→ Work task
Scan the listing beneath this sentence. Report each line with the word "roads".

→ Exercise inputs
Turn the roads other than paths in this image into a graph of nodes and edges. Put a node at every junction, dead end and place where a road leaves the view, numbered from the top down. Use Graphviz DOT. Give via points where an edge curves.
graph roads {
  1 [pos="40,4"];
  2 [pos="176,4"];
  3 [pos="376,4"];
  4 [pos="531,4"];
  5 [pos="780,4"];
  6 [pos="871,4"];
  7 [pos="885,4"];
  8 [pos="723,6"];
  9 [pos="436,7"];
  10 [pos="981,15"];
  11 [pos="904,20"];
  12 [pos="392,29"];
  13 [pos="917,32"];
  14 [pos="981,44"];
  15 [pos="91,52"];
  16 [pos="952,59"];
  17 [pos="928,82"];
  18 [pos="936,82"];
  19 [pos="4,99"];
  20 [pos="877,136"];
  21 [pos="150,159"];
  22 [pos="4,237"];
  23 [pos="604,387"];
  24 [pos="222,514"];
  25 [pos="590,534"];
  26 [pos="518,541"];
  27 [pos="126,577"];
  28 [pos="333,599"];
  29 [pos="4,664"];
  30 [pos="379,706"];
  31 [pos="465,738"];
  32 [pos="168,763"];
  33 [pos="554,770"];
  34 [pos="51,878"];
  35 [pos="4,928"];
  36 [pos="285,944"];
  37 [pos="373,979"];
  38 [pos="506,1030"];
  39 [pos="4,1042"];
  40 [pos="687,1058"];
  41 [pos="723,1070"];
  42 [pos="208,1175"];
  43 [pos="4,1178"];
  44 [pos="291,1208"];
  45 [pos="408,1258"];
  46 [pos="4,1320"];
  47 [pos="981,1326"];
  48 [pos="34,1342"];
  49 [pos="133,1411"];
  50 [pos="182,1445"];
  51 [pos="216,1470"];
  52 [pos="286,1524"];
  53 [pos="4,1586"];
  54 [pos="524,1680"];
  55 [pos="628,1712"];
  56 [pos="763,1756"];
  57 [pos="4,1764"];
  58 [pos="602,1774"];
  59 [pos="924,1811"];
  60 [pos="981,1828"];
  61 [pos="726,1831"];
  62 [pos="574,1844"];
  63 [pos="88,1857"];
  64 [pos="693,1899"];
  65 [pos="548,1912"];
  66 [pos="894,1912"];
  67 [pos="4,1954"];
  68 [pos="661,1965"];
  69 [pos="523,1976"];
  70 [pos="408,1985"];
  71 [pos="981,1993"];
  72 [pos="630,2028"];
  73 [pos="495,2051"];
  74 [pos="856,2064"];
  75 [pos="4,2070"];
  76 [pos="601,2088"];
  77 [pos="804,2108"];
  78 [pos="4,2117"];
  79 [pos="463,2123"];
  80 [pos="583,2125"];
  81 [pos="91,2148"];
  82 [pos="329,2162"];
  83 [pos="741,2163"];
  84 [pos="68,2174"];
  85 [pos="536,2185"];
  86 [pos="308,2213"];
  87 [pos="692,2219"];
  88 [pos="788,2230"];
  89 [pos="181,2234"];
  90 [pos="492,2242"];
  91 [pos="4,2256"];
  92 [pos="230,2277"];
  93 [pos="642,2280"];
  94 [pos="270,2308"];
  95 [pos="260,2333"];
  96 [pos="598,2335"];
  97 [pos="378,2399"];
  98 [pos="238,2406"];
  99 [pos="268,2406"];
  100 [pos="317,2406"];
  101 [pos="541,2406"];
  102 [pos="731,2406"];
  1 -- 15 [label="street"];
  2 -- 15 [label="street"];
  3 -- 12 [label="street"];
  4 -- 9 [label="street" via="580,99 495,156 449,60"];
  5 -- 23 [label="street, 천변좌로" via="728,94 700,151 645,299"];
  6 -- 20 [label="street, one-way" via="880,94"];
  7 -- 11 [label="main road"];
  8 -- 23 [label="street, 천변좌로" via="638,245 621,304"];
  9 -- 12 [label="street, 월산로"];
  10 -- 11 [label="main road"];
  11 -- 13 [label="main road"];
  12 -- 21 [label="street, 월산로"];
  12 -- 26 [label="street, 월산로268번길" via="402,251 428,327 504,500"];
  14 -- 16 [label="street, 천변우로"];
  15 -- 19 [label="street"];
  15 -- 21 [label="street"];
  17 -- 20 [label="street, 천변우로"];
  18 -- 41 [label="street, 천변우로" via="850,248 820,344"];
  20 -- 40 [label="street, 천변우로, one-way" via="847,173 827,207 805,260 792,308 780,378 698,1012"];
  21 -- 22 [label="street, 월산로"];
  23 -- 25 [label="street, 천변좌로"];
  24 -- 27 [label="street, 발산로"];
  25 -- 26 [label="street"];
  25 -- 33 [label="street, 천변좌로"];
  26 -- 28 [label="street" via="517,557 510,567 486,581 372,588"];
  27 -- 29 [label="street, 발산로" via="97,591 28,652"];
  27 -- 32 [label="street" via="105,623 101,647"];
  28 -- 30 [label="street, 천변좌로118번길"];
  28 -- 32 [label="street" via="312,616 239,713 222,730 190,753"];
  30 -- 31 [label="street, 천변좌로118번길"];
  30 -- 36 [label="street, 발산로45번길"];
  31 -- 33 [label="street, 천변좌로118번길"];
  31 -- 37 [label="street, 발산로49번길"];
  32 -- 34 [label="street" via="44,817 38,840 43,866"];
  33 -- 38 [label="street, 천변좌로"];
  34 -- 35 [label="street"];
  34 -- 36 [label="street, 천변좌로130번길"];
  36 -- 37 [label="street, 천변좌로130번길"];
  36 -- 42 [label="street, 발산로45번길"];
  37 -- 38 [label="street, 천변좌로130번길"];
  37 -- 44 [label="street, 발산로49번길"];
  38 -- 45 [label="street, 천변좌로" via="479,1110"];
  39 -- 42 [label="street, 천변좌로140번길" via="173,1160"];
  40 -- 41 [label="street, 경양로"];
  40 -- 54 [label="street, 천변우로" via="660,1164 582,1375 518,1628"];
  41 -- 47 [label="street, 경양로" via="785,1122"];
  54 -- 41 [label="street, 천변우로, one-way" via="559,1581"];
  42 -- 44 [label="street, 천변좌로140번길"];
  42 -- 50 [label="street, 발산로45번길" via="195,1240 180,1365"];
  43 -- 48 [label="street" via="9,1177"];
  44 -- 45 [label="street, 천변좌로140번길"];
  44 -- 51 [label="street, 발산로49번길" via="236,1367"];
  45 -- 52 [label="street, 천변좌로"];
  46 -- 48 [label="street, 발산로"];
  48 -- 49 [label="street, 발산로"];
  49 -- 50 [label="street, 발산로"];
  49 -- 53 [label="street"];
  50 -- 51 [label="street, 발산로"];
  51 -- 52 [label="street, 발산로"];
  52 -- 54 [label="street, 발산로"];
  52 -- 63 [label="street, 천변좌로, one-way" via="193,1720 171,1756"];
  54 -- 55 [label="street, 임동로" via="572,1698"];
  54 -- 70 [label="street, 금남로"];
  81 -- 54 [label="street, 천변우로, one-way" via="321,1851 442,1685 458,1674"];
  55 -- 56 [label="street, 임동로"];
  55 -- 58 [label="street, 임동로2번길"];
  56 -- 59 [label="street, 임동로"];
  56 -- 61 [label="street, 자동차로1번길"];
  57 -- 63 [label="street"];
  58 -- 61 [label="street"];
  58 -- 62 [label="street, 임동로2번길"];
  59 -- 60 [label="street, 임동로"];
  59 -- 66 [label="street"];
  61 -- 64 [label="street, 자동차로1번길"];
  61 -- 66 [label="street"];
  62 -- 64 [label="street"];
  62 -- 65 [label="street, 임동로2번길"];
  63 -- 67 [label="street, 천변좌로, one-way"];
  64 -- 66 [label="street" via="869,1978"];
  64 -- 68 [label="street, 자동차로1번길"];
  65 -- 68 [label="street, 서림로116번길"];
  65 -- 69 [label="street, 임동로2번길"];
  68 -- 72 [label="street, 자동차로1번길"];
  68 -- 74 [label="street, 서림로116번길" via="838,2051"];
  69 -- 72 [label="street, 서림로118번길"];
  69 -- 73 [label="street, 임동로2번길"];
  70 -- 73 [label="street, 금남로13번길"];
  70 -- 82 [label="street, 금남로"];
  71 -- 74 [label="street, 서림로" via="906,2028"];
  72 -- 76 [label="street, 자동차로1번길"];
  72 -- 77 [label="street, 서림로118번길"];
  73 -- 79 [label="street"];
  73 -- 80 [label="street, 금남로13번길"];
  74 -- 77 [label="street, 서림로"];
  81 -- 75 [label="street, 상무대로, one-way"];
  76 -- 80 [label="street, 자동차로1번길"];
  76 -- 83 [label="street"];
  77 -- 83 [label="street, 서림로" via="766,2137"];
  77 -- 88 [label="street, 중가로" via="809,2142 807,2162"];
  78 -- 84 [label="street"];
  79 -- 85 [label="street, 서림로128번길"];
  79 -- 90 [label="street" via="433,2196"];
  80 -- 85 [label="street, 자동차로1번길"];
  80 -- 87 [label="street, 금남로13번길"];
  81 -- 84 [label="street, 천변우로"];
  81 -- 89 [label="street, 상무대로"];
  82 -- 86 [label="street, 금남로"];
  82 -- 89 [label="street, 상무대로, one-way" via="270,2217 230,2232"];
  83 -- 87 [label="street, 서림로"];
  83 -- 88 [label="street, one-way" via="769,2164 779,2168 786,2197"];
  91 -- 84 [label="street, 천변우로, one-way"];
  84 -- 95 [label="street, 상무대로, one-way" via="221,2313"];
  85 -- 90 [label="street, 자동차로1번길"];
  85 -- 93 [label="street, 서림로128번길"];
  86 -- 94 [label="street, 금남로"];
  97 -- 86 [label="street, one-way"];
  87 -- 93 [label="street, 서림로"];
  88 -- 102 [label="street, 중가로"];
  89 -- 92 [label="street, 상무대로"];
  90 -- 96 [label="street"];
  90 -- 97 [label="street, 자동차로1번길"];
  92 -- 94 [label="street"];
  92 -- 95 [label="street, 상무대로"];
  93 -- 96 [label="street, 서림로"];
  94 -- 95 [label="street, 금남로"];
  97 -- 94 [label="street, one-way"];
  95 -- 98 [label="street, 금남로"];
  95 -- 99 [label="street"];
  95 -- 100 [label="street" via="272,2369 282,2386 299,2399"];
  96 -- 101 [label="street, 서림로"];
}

→ Exercise answer
Turn the roads other than paths in this image into a graph of nodes and edges. Put a node at every junction, dead end and place where a road leaves the view, numbered from the top down. Use Graphviz DOT. Give via points where an edge curves.
graph roads {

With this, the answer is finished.